И уже я показывала домашнему фельдшеру свою карточку от руки, а он трясся от ужаса, что придется ему разбирать эти каракули, и подписывал мне диагнозы и рецепты... А я прижимала к лицу разорванный  свитер сына, связанный нашей отгоревшей смешливой бабулей, и по петлям следила, в каком настроении она пребывала вот тут, на обшлаге или в пройме, о чем мечтала вот в этот момент и чего желала юному остолопу.

 Муж мой в бинокль разглядывал то розовую соседку напротив, то голубую семью, посвящая меня в детали, то в боковое зеркальце на окне изучал уходящую жизнь-перспективу. Пока я путешествовала на родину предков, от отчаяния, гриппа и одиночества он переколотил сервиз: не расставайтесь с любимыми. Вот он принял горячий душ и заторопился на улицу, а у нас неожиданно выпал снег и канал подморозило. Я начала волноваться.
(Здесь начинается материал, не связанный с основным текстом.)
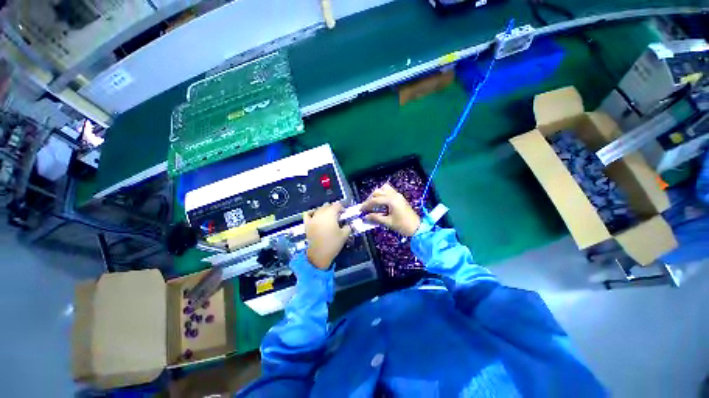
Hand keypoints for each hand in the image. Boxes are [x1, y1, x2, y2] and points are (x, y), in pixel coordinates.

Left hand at [304, 202, 351, 269]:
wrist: (318, 255)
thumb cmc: (333, 244)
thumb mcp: (344, 235)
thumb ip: (347, 227)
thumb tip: (347, 224)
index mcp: (331, 215)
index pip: (337, 205)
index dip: (341, 208)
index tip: (344, 212)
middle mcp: (321, 214)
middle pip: (327, 206)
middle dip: (333, 208)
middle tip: (337, 215)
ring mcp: (313, 218)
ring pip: (319, 209)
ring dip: (324, 210)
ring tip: (328, 216)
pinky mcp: (307, 224)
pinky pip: (308, 214)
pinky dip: (312, 212)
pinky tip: (315, 215)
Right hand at [362, 183, 420, 236]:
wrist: (417, 227)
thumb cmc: (402, 225)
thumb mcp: (388, 222)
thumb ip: (375, 218)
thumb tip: (365, 217)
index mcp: (391, 200)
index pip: (375, 200)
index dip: (366, 205)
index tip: (360, 210)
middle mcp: (394, 195)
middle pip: (378, 192)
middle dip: (370, 199)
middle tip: (366, 208)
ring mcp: (398, 195)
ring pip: (384, 188)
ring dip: (377, 194)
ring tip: (373, 203)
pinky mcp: (400, 197)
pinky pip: (389, 191)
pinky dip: (383, 193)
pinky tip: (381, 202)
 Через десять минут возвращается мой золотой, счастлив и светел по-детски, извалян в снегу, и показывает мне из окошка все свои подвиги. До канала с утками от нас метра два, покатая эта дорожка отведена собакам, люди там и не ходят, только мой милый. Он, оказывается, захватил палку с крючком, раздвигающую занавески, и отправился диким уткам лунку во льду ковырять, чтоб они плавали и кувыркались! Но весит он, как и Вы, богатырский Олег, 120 кило, потому что мы с вашей женой мужей своих кормим качественно по-советски. Голландец мой кругленький, иногда ему с кресла не встать. И вижу я четкий след, как он на снег этот, извините, собачий залег и лунку в воде пробивал, а потом по горке на зеленой траве опушенной елозил, ему ж не подняться! Утки его обкрякали, кто там на их территорию посягнул? Только не заклевали бы. Там воздушные шарики разноцветные в канале колышутся несколько дней, красота эта легкая, утки на коньках научились кататься на льду прозрачном в направлении хлеба.

 

Нет, мой Сашка деда, конечно, не бросил, улетел в санаторий и держит его там за руку. Он теперь тоже усвоил, что разлучаться нельзя.

Про экстрасенсов я вам ничего сказать не могу, терпеливая Рита и насмешник-Олег, но сама слышу бабку как сквозь плавное тело воды или гулкий наст под ногой, или терпкое пламя можжевельника и верескового меда. А сегодня, когда ровно месяц исполнился этой маленькой смерти, то в 4.25 поутру кольнула меня тонкая сладкая боль, и теперь наконец я знаю, когда же Анны не стало, потому что в ту ночь все мы дружно проспали ее безмолвный уход.